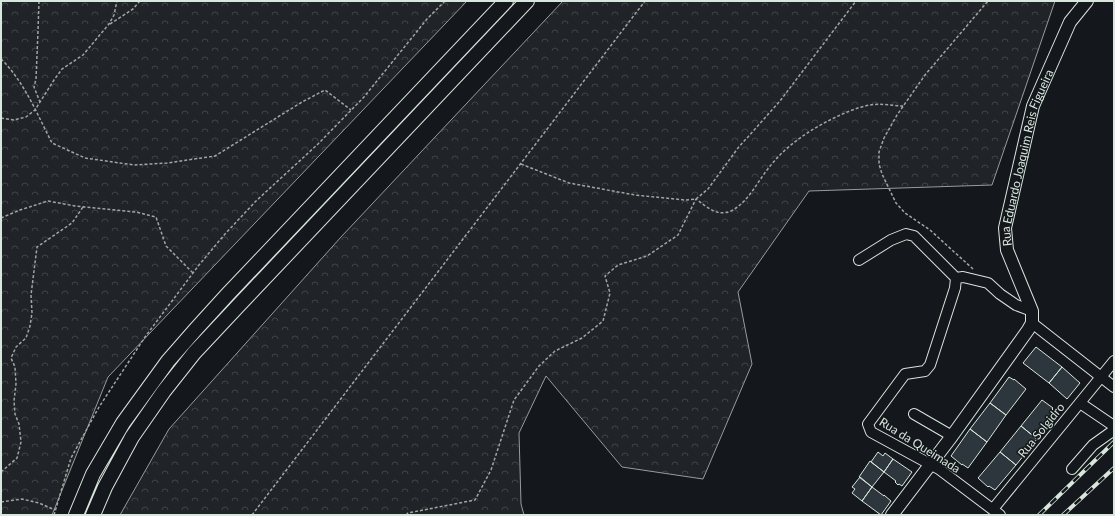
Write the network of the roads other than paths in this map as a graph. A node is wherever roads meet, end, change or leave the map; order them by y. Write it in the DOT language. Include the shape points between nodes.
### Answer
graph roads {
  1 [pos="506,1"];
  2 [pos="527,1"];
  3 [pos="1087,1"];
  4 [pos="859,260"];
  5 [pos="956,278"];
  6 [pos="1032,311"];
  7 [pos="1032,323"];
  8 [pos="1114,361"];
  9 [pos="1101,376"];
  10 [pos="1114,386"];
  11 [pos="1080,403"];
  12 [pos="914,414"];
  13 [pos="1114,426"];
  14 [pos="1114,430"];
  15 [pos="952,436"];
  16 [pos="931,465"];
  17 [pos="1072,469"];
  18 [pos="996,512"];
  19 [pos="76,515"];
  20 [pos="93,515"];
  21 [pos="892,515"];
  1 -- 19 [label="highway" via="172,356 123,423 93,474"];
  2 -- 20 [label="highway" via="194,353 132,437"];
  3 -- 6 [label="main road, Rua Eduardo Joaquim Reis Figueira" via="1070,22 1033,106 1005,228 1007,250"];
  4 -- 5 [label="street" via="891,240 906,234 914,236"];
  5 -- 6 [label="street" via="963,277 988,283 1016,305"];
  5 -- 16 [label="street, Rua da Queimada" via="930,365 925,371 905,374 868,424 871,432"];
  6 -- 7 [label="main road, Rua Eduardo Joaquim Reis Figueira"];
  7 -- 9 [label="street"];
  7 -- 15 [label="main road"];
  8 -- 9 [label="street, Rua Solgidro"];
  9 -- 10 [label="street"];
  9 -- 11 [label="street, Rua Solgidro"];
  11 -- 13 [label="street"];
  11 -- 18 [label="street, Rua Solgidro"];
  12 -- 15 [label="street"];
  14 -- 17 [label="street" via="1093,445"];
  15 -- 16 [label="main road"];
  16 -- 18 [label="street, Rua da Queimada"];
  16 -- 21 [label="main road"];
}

******************************

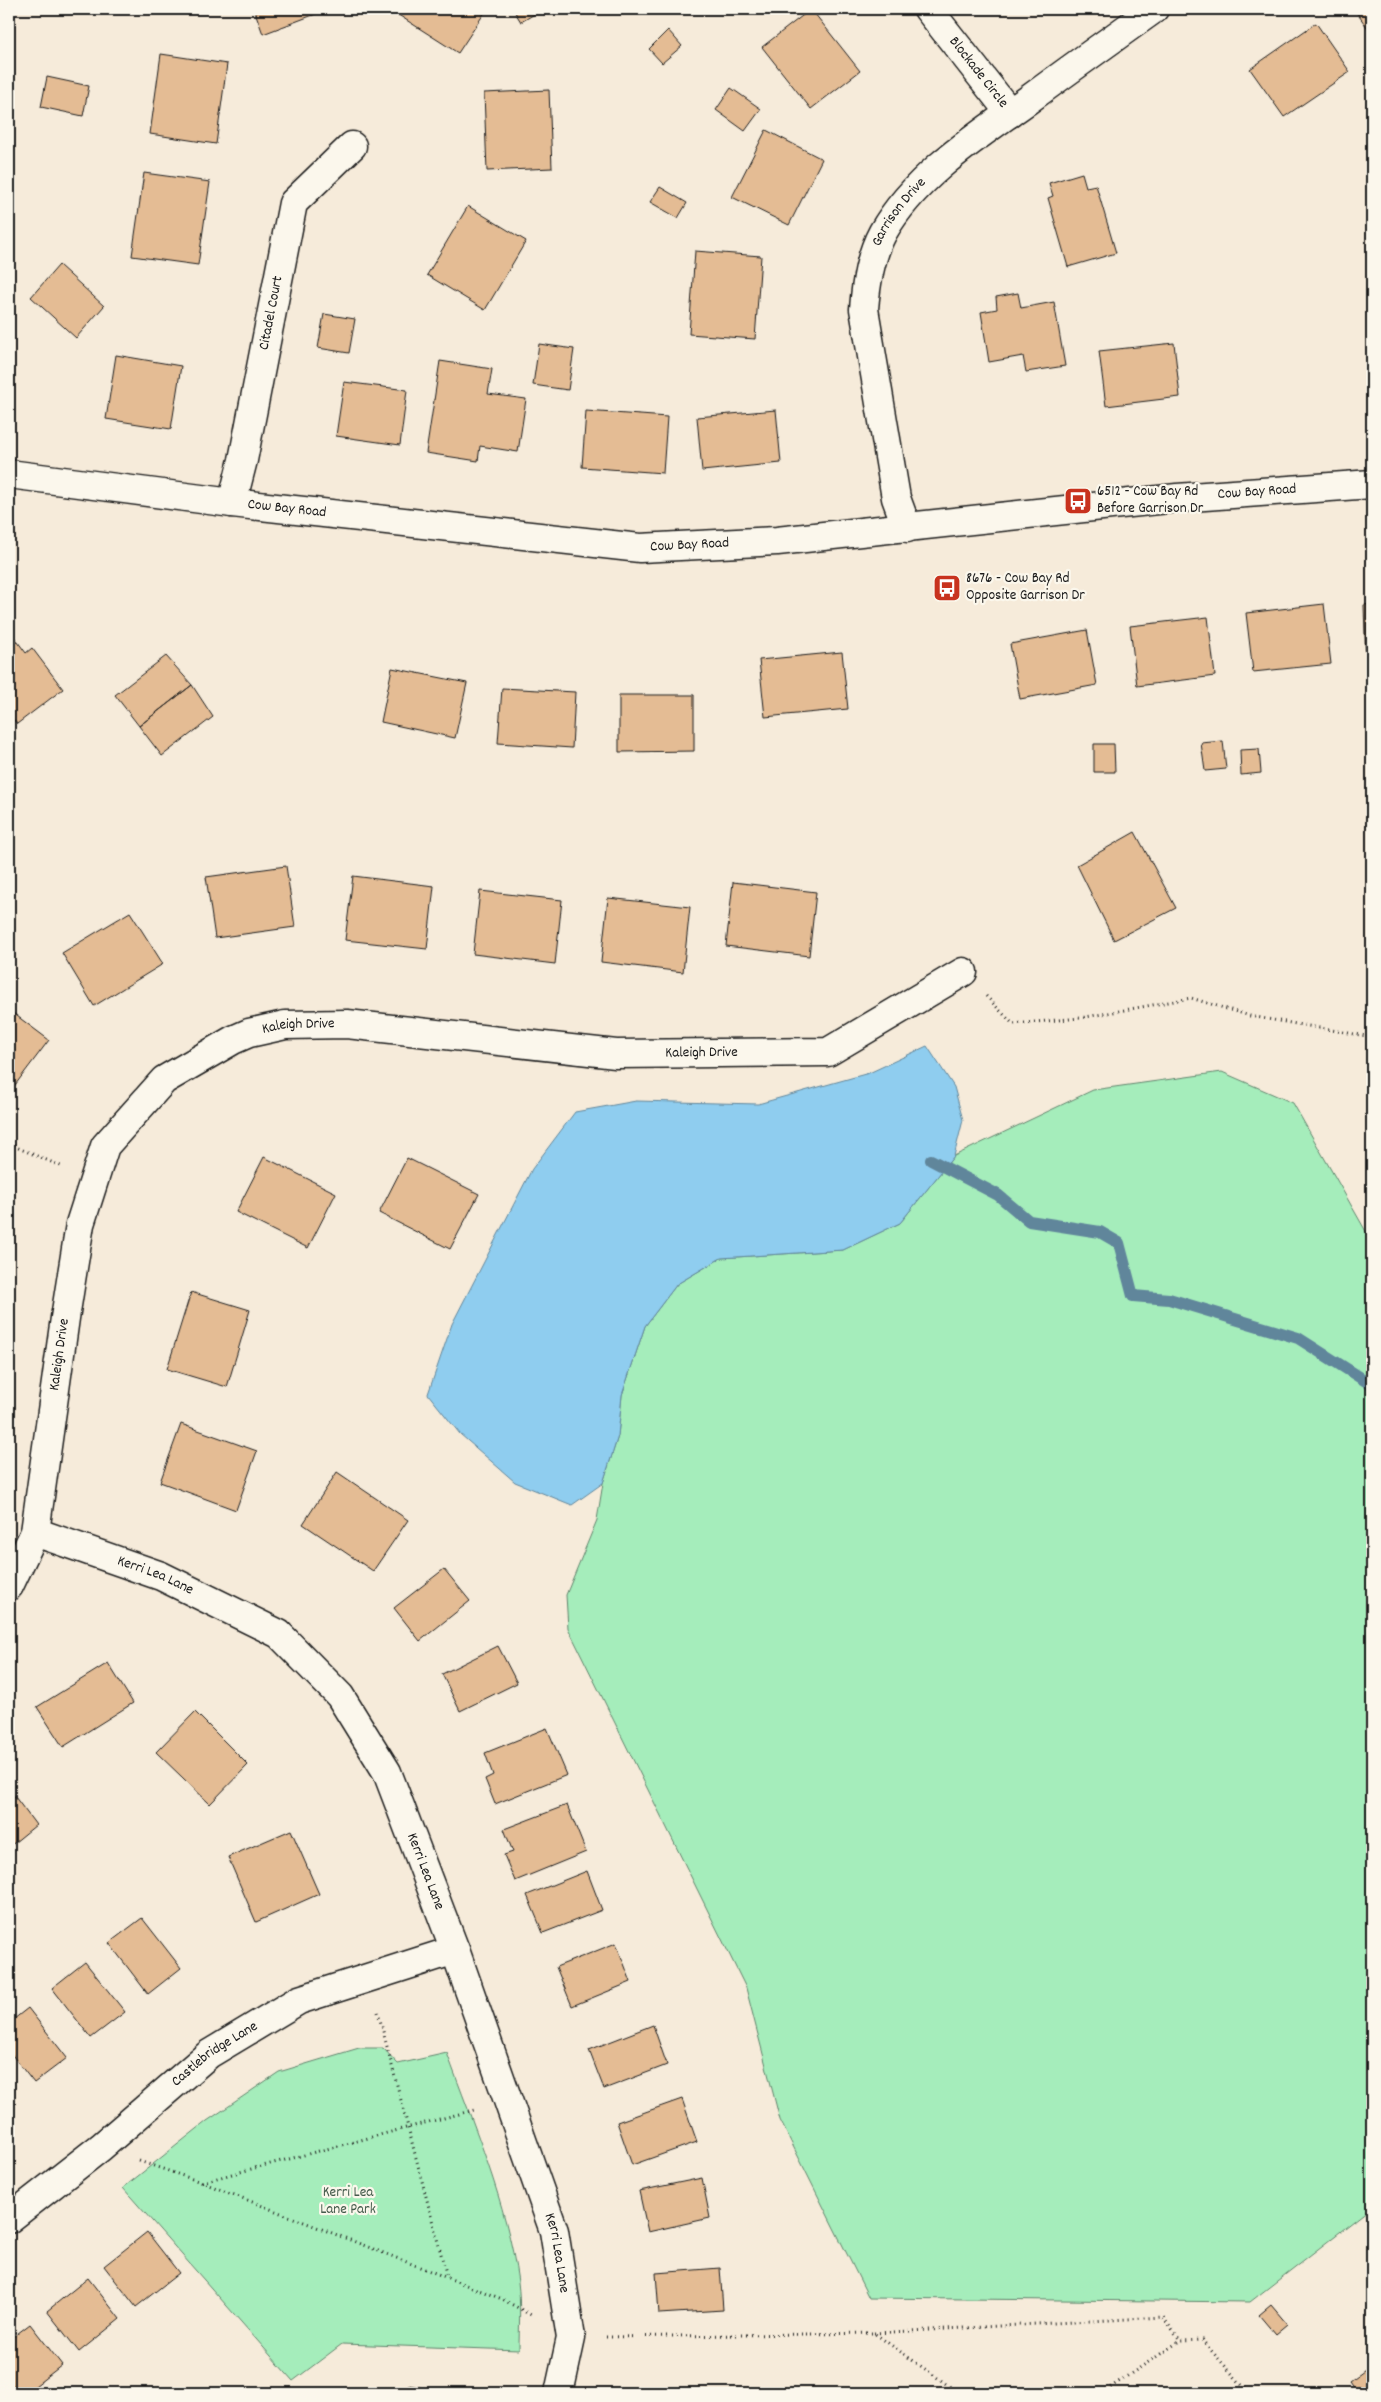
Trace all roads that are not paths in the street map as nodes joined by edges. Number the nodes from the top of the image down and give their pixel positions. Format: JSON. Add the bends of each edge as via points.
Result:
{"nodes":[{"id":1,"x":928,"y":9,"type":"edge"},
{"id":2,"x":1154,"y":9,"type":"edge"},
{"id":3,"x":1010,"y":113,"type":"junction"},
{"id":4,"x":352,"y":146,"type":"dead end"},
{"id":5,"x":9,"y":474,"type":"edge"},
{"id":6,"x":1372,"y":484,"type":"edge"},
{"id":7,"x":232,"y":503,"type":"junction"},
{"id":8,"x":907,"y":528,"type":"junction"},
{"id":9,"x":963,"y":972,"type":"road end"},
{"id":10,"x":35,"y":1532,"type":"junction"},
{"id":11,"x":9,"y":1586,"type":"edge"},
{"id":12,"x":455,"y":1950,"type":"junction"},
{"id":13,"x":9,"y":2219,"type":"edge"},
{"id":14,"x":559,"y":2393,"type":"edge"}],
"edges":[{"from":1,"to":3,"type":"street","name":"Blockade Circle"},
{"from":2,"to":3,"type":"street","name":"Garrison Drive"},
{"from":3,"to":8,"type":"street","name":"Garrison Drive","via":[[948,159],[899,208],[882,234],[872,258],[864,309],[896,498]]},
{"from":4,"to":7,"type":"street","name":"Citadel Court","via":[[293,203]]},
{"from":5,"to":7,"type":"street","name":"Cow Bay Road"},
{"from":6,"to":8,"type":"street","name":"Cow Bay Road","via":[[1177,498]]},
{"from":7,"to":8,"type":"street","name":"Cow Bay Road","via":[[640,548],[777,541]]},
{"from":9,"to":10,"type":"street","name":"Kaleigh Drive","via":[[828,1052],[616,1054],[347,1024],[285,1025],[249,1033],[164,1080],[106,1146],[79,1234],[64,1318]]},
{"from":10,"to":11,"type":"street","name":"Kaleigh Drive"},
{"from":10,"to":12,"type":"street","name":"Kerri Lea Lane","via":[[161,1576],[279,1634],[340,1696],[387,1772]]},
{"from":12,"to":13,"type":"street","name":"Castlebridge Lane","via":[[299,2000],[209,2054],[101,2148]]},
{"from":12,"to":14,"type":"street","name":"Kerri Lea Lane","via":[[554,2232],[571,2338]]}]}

******************************

§ WORK INSTRUCTIONS: Return all lines from the data that include the string "Figueira".

§ ANSWER TO THIS PROBLEM:
  3 -- 6 [label="main road, Rua Eduardo Joaquim Reis Figueira" via="1070,22 1033,106 1005,228 1007,250"];
  6 -- 7 [label="main road, Rua Eduardo Joaquim Reis Figueira"];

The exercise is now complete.